Instructions for the task: Repeat all entries exactly.

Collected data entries

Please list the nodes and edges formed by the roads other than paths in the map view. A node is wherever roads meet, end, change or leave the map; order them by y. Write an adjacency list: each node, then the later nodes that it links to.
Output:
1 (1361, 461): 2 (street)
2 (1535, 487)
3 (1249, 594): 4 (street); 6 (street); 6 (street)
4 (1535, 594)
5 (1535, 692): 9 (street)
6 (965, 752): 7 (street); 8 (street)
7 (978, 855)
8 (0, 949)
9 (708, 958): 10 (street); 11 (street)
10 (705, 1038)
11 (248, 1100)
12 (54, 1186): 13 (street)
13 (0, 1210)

Solution for this exercise:
Please list the nodes and edges formed by the roads other than paths in the map view. A node is wherever roads meet, end, change or leave the map; order them by y. Write an adjacency list: each node, then the later nodes that it links to.
Output:
1 (1361, 461): 2 (street)
2 (1535, 487)
3 (1249, 594): 4 (street); 6 (street); 6 (street)
4 (1535, 594)
5 (1535, 692): 9 (street)
6 (965, 752): 7 (street); 8 (street)
7 (978, 855)
8 (0, 949)
9 (708, 958): 10 (street); 11 (street)
10 (705, 1038)
11 (248, 1100)
12 (54, 1186): 13 (street)
13 (0, 1210)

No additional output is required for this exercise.